Ağzı açık büyükçe bir zarfın içindekileri alırken, masama başka bir zarf daha düştü. Minik bir tebrik zarfıydı bu. Üzerindeki adresi okuyunca, şaşıp kaldım. ” Bu zarf buraya nasıl girmiş olabilirdi ki? “ O sırada çay ocağından, Rıza, elindeki kahve tepsini sallayarak içeri girdi ve yüz ifademe bakarak,
-Hayırdır ablam? Donmuş kalmışsın öyle? Dedi. O kahvemi masanın üzerine bırakırken,
-Evet, haklısın Rıza… Dedim.. çok şaşkınım şu anda…. Bu zarf bize gelmemiş…. Ama kime gönderilmiş biliyor musun?
-Yok ablam.. Nerden bileyim? Yanlış gelmiş madem, ver sen bana yarın postacıya iade ederim ben.
-Tamam da Rıza… Benim şaşırdığım nokta, zarfın bize yanlışlıkla gelmesi değil.. Gitmesi gereken adres… Dedim. Rıza bir elinde kulplu tepsisi bir eli belinde karşıma dikilmiş, bakıyor.
-Ee..Nereye gidecekmiş peki ?
Derin bir iç çekip adresi okudum. “ Sn. Sabahat Gerede / Seyran bağları Huzur Evi - ANKARA”
Gönderildiği yer ise, Anadolu’da başka bir huzur evinin adresiydi. Ankara’ya kadar gelen zarf, postanedeki karışıklık nedeniyle, yönünü şaşırıp İstanbul’a ta benim masamın üzerine kadar gelmişti. Huzur evinde yaşayan ve birbirlerine kutlama mesajı gönderen insanlar içimi sızlatmıştı.
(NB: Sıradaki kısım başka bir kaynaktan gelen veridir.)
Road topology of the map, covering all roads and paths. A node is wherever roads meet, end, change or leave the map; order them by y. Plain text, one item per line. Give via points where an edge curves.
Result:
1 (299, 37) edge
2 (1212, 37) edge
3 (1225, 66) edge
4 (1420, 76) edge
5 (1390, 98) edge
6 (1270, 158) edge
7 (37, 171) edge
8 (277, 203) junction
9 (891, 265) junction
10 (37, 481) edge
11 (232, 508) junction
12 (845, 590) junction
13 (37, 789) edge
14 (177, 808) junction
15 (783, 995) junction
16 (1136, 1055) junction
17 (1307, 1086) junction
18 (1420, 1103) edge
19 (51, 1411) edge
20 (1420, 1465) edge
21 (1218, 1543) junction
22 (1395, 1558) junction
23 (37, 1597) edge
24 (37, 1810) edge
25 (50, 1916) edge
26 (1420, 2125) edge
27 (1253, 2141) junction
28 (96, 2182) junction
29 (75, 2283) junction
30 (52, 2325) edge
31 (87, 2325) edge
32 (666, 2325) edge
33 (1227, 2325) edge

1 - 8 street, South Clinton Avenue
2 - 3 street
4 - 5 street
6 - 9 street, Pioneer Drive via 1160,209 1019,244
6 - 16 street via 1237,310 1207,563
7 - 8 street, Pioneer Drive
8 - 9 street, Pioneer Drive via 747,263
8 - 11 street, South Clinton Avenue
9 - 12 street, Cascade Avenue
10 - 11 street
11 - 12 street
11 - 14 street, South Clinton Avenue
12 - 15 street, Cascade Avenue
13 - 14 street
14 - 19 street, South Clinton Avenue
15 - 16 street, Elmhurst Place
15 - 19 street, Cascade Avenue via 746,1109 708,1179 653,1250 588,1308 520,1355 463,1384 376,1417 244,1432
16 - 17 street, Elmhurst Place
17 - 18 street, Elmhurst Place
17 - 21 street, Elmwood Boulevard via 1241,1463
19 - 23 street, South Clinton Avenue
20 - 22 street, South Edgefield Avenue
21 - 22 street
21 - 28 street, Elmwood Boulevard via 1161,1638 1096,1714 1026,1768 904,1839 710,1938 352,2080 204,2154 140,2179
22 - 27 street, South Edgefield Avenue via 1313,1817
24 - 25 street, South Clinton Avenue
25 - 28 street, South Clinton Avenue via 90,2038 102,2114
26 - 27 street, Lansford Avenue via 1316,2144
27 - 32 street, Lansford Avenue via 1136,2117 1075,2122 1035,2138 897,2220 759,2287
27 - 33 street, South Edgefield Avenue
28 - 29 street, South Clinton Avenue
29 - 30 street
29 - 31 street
Bu zarfın gerektiği yere varamamış olmasına gerçekten çok üzülmüştüm. Onu Rızaya geri verirken, ertesi gün unutmadan postacıya teslim etmesini sıkı, sıkı tembihleyip işime döndüm. Ancak bir türlü kendimi işe veremiyordum. Nedense aklım o minik zarfta ve üzerindeki adrese takılı kalmıştı.
“Ya Rıza postacıya vermeyi unutursa!... Ya postacı alırda, postaneye geri götürmek yerine, bir kenara koyarsa!… Yok, yok bu ihtimallerle beynimi daha fazla meşgul edemeyecektim. Sonunda dayanamayarak, ahizeyi kaldırdım ve çay ocağının numarasını çevirdim.
-Buyur ablam !
-Rıza… Zarfı nereye koydun?
-Hiç ablam.. Burada masanın üzerinde duruyor... Dediğin gibi yarın postacıya teslim edeceğim..
-Vaz geçtim… Sen hemen bana geri getir onu.
***
Rıza başka soru sormadan telefonu kapattı. Gereksiz konuşmalara karşı tavrımı bilirdi. Az sonra elinde zarf, gözlerinde soran bakışlar odama geldi
-Ben akşam çıkışta kendim postaneye bırakacağım, hadi sen bak işine Dedim….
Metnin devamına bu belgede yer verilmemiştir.